Mittwoch, 25. November 2009

Mir platzt der Kragen!

Krieg in Gaza. Einseitige Information der Medien.

Es ist einfach unglaublich, wie einseitig die Medien den Gazakrieg darstellen. Hier ein paar Fakten, die wir einfach in allem was gesagt wird nicht vergessen sollten.

1. Die Fatah und Hamas sind seit Jahren so zerstritten, dass es ihnen bis heute nicht gelungen ist, eine gemeinsame Regierung für die Palästinenser zu stellen. Die ganze Auseinandersetzung, um Macht und Vorherrschaft der beiden Parteien, forderte in der Vergangenheit innerhalb den eigenen Reihen dutzende wenn nicht hunderte von Toten.

2. Durch den Einparteienstaat Gaza (Hamastan), konnte die Hamas ungehindert und ohne Proteste der Öffentlichkeit, während Jahren und Monaten hunderte Raketen auf Israel abfeuern. Keine UNO und praktisch kein westlicher Staat unterstütze Israel in dieser Zeit des Terrors. Die Medien schwiegen und hüllten sich, bezüglich Völkerrecht und all den üblichen Schlagworten die jetzt gegen Israel in Feld geführt werden, in Schweigen. Für mich ist das zynisch und keinesfalls aufrichtig.

3. Als die Hamas den "Waffenstillstand" (der eigentlich nie einer war) aufhob, ist Israel der Kragen geplatzt und es begann sich offensiv zu verteidigen. Um das Gesicht vor dem eigenen Volk nicht zu verlieren, startete die Regierung in Israel diesen unheilvollen Krieg. Da die Hamas sich geschickt in der Zivilbevölkerung verschanzt und damit bewusst zivile Opfer in Anspruch nimmt, sieht Israel in seiner Verteidigungsaktion eher alt aus. Die Frage ist, wer hier gegen das Völkerrecht verstösst?

4. Wenn es um Friedensverhandlungen geht, schliesst die Hamas praktisch jede Art von Einschränkungen in ihrer "Bewegungsfreiheit" aus. Auf den Vorschlag von Ministerpräsident Abbas, dass eine internationale Truppe den zukünftige Frieden unterstützen soll, schreiben die Medien ohne weiteren Kommentar folgendes: "Die Hamas, die an diesem Wochenende Gespräche mit der ägyptischen Führung in Kairo über den Weg zu einer Waffenruhe führt, will keine ausländischen Soldaten im Gazastreifen". Quelle:Text auf dem Tagesschauportal Es braucht kein besonders politisches flair, um zu wissen was damit gemeint ist.
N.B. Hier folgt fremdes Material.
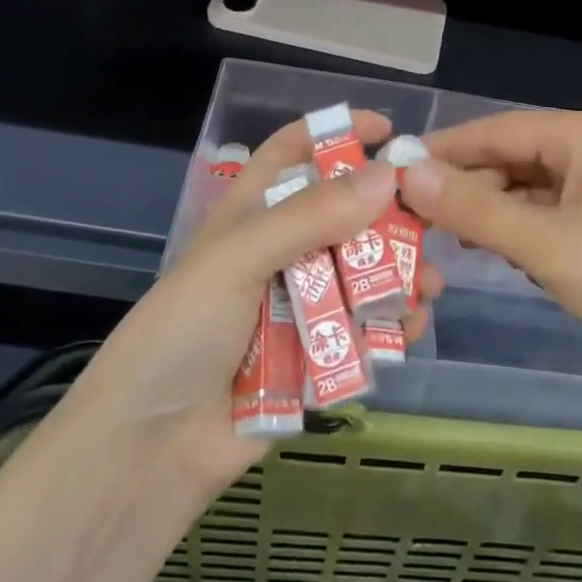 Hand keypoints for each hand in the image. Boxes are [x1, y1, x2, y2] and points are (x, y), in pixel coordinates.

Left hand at [74, 111, 440, 498]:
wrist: (149, 451)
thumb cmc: (182, 334)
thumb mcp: (238, 259)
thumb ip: (311, 217)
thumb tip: (387, 175)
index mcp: (251, 217)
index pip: (292, 154)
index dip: (335, 133)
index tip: (389, 131)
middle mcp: (280, 254)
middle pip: (343, 216)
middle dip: (387, 214)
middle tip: (431, 217)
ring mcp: (299, 308)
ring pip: (362, 275)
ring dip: (399, 274)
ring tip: (429, 283)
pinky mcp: (315, 358)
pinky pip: (363, 331)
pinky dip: (390, 327)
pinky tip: (409, 329)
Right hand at [400, 111, 581, 406]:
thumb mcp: (547, 244)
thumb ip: (474, 208)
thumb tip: (407, 173)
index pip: (496, 130)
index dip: (442, 150)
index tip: (391, 173)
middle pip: (512, 158)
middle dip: (464, 187)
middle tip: (410, 221)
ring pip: (530, 191)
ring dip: (490, 213)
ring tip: (444, 241)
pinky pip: (552, 217)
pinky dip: (521, 233)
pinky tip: (499, 256) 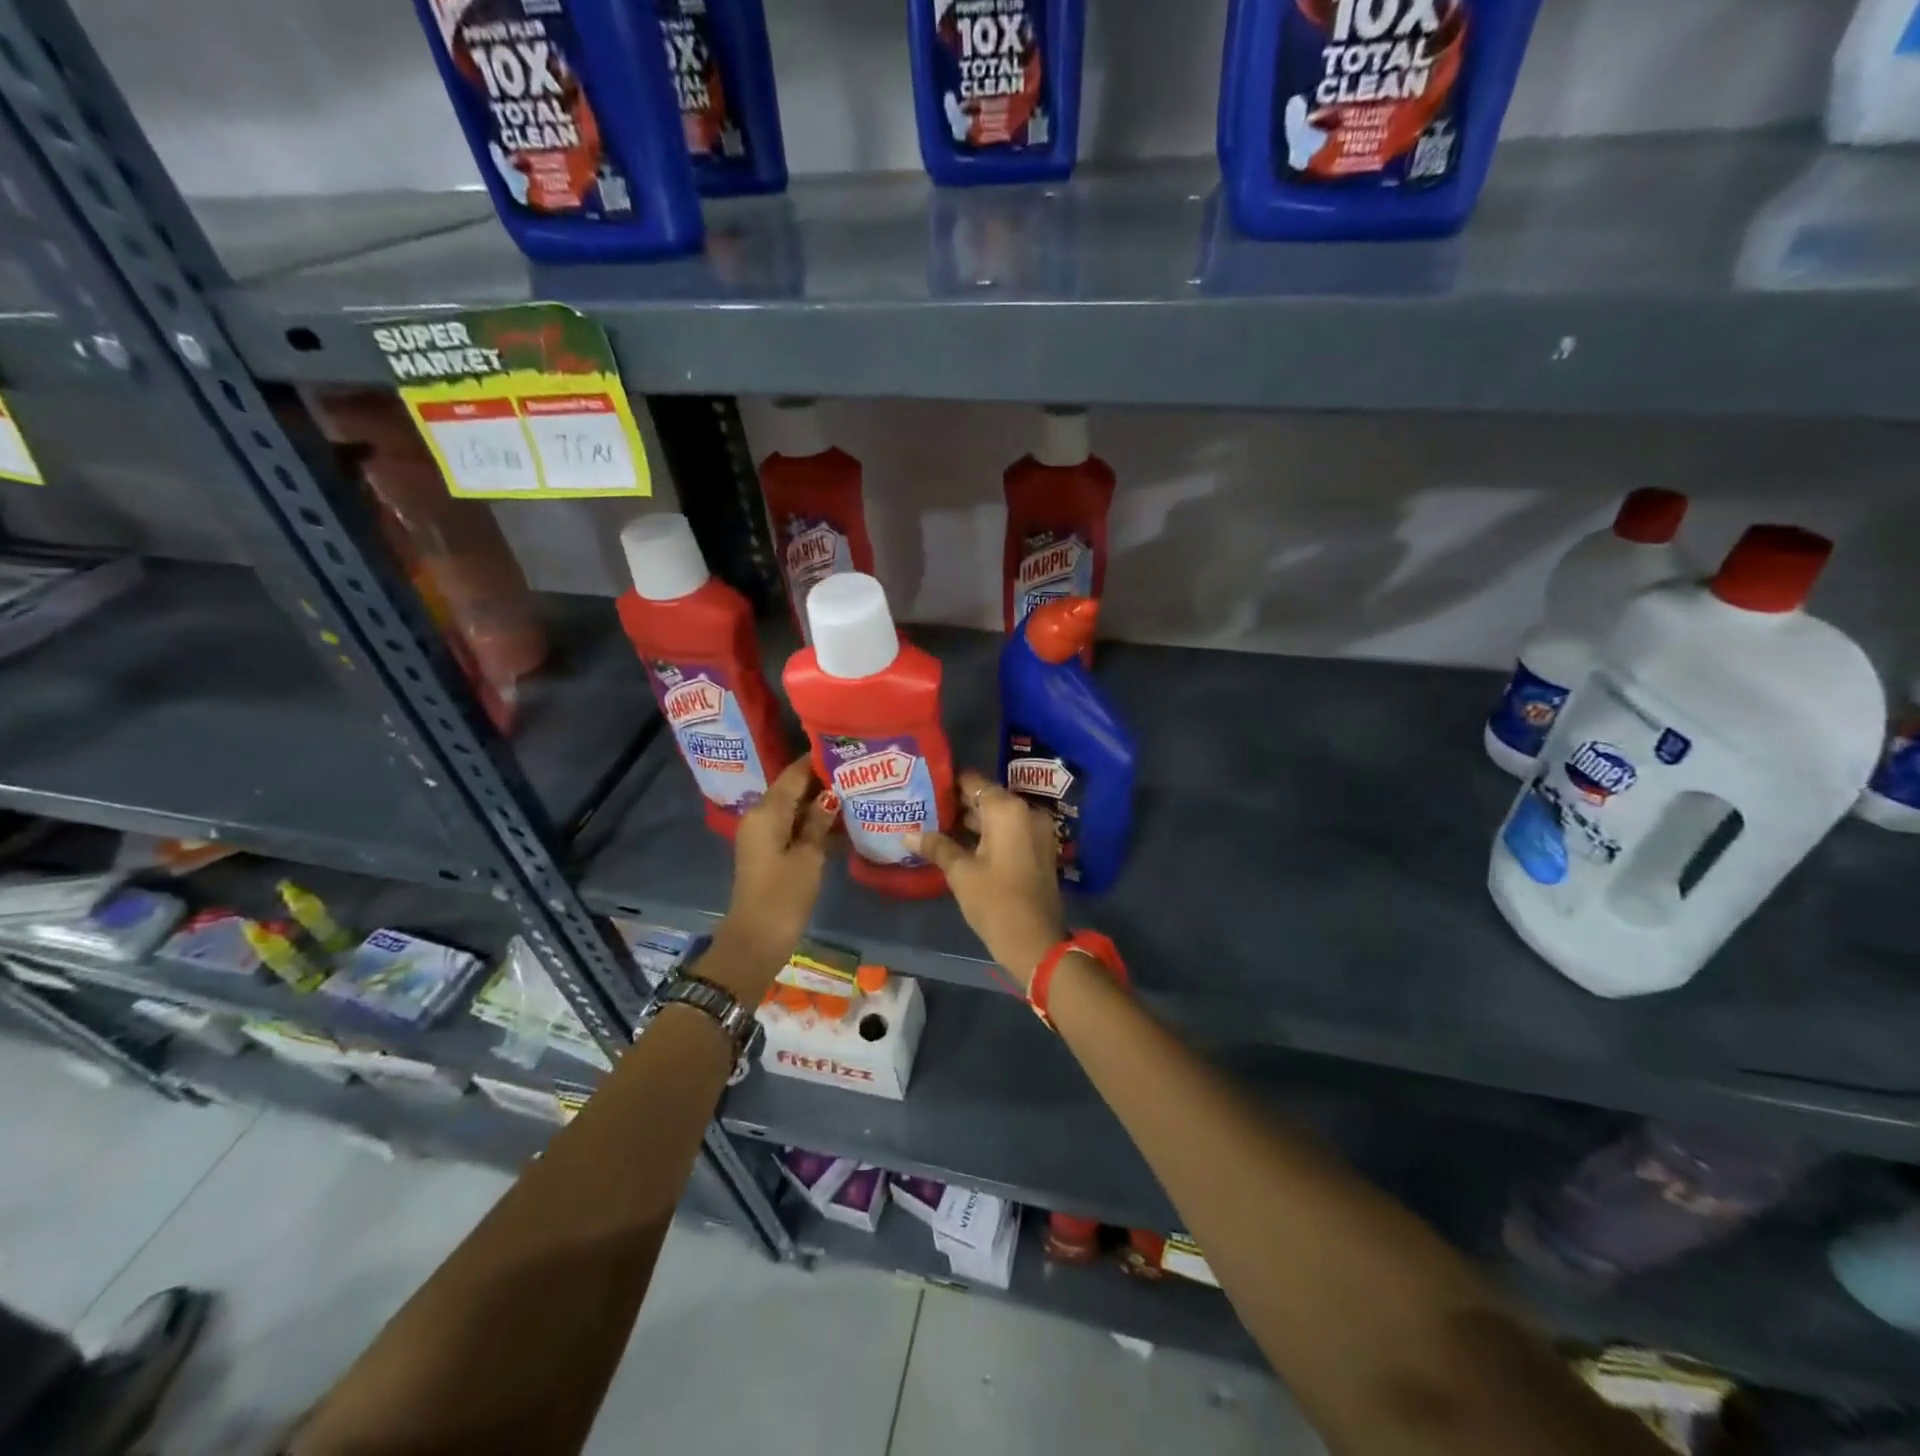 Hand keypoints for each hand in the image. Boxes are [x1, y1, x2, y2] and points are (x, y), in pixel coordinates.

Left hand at [716, 758, 834, 985]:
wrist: (757, 939)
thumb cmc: (784, 895)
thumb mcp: (809, 856)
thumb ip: (820, 822)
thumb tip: (832, 794)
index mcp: (766, 811)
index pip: (794, 773)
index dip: (818, 761)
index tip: (846, 750)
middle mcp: (760, 816)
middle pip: (793, 788)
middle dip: (822, 781)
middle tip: (857, 772)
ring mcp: (763, 835)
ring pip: (794, 807)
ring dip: (819, 802)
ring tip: (855, 792)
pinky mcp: (768, 851)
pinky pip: (792, 825)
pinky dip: (812, 822)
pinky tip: (840, 821)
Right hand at [905, 769, 1065, 989]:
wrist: (1037, 943)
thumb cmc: (996, 902)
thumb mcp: (961, 873)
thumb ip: (937, 846)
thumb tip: (907, 834)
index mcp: (1008, 810)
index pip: (973, 781)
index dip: (947, 782)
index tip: (922, 785)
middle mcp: (1025, 812)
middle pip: (985, 797)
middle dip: (955, 803)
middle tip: (922, 806)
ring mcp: (1035, 831)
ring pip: (996, 816)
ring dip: (969, 821)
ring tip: (932, 824)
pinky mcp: (1036, 850)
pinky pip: (1007, 832)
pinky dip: (985, 834)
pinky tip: (956, 843) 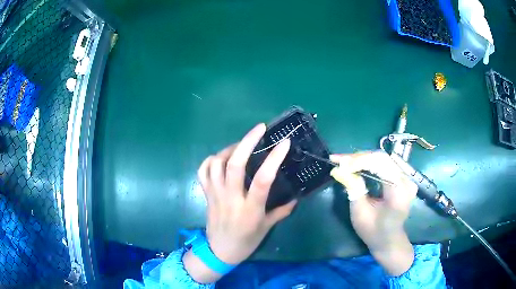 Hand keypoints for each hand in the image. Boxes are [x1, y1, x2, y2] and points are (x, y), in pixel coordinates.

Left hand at [184, 123, 296, 282]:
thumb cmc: (246, 241)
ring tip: (241, 145)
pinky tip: (222, 158)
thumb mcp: (267, 227)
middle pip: (234, 164)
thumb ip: (282, 210)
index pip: (263, 179)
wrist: (219, 251)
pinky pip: (203, 171)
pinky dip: (211, 159)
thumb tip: (296, 196)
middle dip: (247, 141)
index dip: (274, 158)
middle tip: (260, 128)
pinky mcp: (206, 194)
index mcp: (250, 208)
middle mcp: (231, 198)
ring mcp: (216, 194)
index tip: (284, 142)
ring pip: (216, 163)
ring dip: (230, 148)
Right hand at [330, 151, 417, 275]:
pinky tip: (357, 165)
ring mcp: (406, 178)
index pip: (380, 164)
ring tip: (344, 162)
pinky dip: (369, 163)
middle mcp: (406, 181)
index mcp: (399, 192)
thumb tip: (339, 169)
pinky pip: (385, 164)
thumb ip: (353, 189)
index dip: (359, 161)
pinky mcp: (403, 178)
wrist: (389, 240)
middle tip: (338, 160)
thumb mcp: (360, 213)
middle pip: (382, 158)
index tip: (339, 164)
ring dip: (362, 159)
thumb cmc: (374, 232)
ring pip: (383, 159)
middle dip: (358, 158) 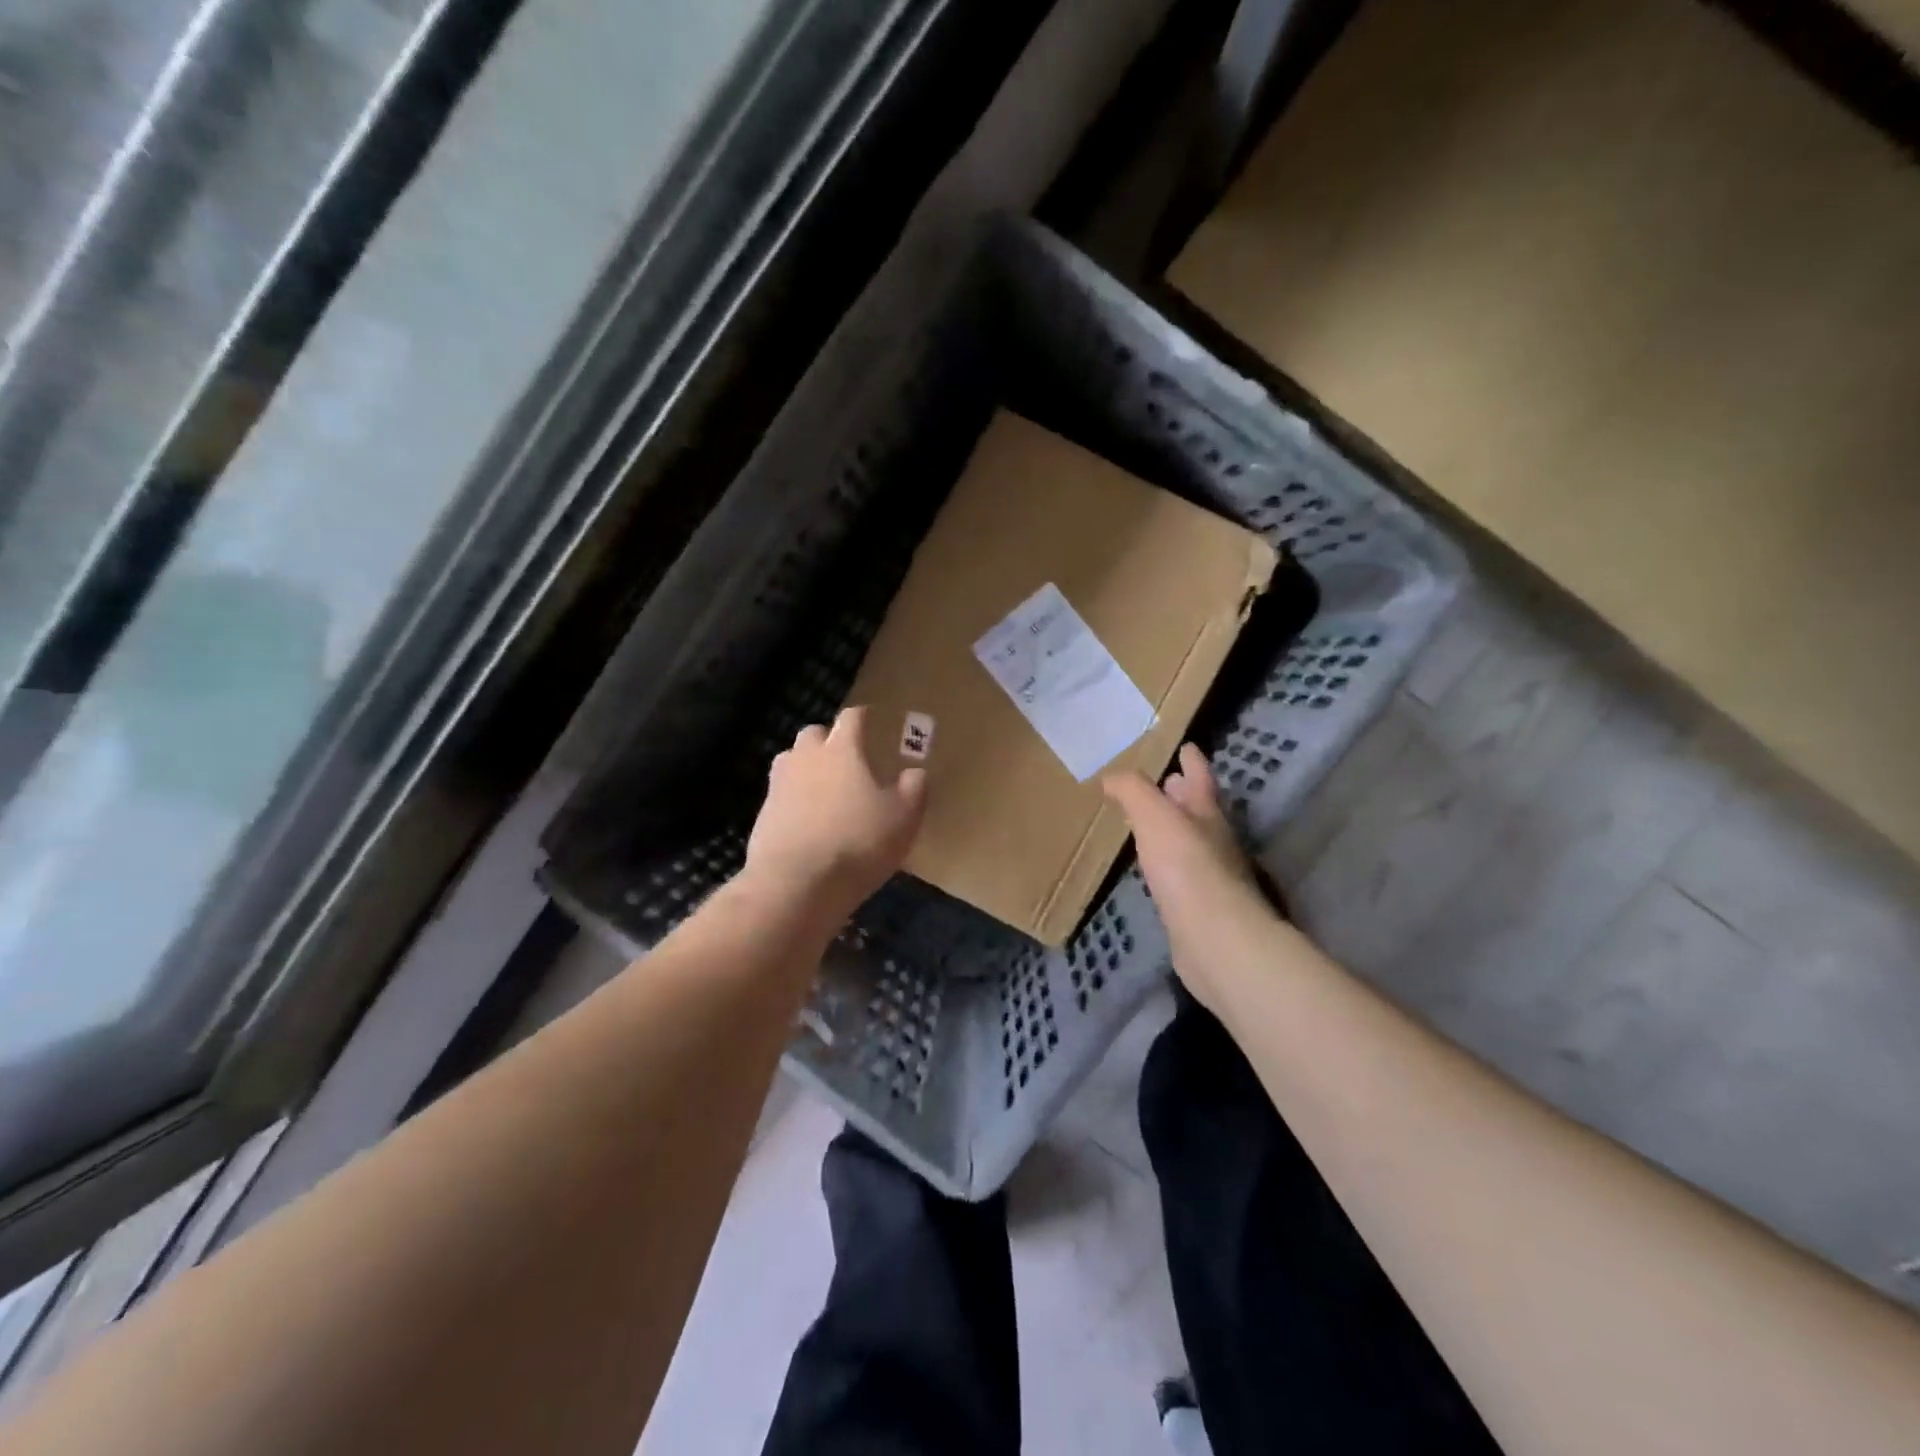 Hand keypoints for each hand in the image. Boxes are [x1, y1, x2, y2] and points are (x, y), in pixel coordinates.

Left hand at [746, 706, 927, 920]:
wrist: (796, 884)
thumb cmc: (858, 842)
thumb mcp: (904, 818)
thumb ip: (914, 788)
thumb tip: (915, 773)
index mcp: (842, 749)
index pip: (852, 718)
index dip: (864, 716)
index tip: (872, 719)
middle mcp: (806, 757)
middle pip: (814, 733)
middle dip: (829, 739)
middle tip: (847, 757)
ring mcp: (779, 784)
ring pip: (791, 760)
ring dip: (807, 766)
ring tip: (825, 787)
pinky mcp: (763, 814)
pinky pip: (781, 794)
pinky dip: (793, 799)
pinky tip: (807, 820)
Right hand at [1104, 743, 1278, 1013]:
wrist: (1214, 938)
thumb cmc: (1186, 867)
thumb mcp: (1154, 816)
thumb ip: (1133, 791)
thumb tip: (1111, 776)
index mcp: (1207, 813)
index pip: (1200, 777)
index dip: (1193, 761)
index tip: (1187, 746)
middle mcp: (1214, 840)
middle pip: (1199, 810)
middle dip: (1183, 795)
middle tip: (1165, 782)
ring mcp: (1210, 876)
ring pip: (1190, 842)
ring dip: (1174, 829)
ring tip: (1150, 823)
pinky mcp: (1199, 907)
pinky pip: (1180, 874)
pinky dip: (1168, 863)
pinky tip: (1153, 870)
5. Bei all den Kommentaren, allen vorab denjenigen des Schweizer Fernsehens, ist in der Regel nur Israel als Aggressor thematisiert. Damit wird bewusst in Kauf genommen, dass sich eine antisemitische Stimmung unter dem Schweizervolk ungehindert breit machen kann. Die vor allem moslemischen Bevölkerungsanteile mischen in diesem ungleichen Prozess aktiv mit (siehe Tagesschaubeiträge von Demos). Allen voran diverse Nationalräte, die sich in gewissen Fragen, aber nur in gewissen Fragen, sich bisher stets beiden Seiten verpflichtet fühlten. In Frankreich zum Beispiel, leiden mittlerweile tausende, nicht am Krieg beteiligte Juden, unter den Angriffen und Diffamierungen der vor allem islamisch geprägten Bevölkerungsgruppen. Dieses gezielte Vorgehen des "Antisemitismus schüren" hat vor allem in Frankreich eine lange traurige Tradition. Nach den Medienbeiträgen der vergangenen Tage, stelle ich eine ähnliche Tendenz leider auch in der Schweiz fest.

Ich persönlich bin weder Freund noch Feind von Israel, bin aber der Meinung, dass beide Seiten sich mässigen und sich einem aktiven Versöhnungsprozess stellen sollten. Doch mit einer einseitigen Informationspolitik ist noch nie ein gemeinsamer Friede geschlossen worden. Wir tragen als Schweizer Bürger eine wichtige Mitverantwortung in dieser Sache. Ich bete für all die betroffenen Familien in Palästina und Israel. Ich habe auf beiden Seiten Freunde und sehe mich persönlich der Versöhnung und dem Frieden verpflichtet. Doch mich lässt es nicht kalt, wenn Einseitigkeit und Judenhetze, von Medien und Politik, als Lösung des Problems gesehen oder gar gefördert wird.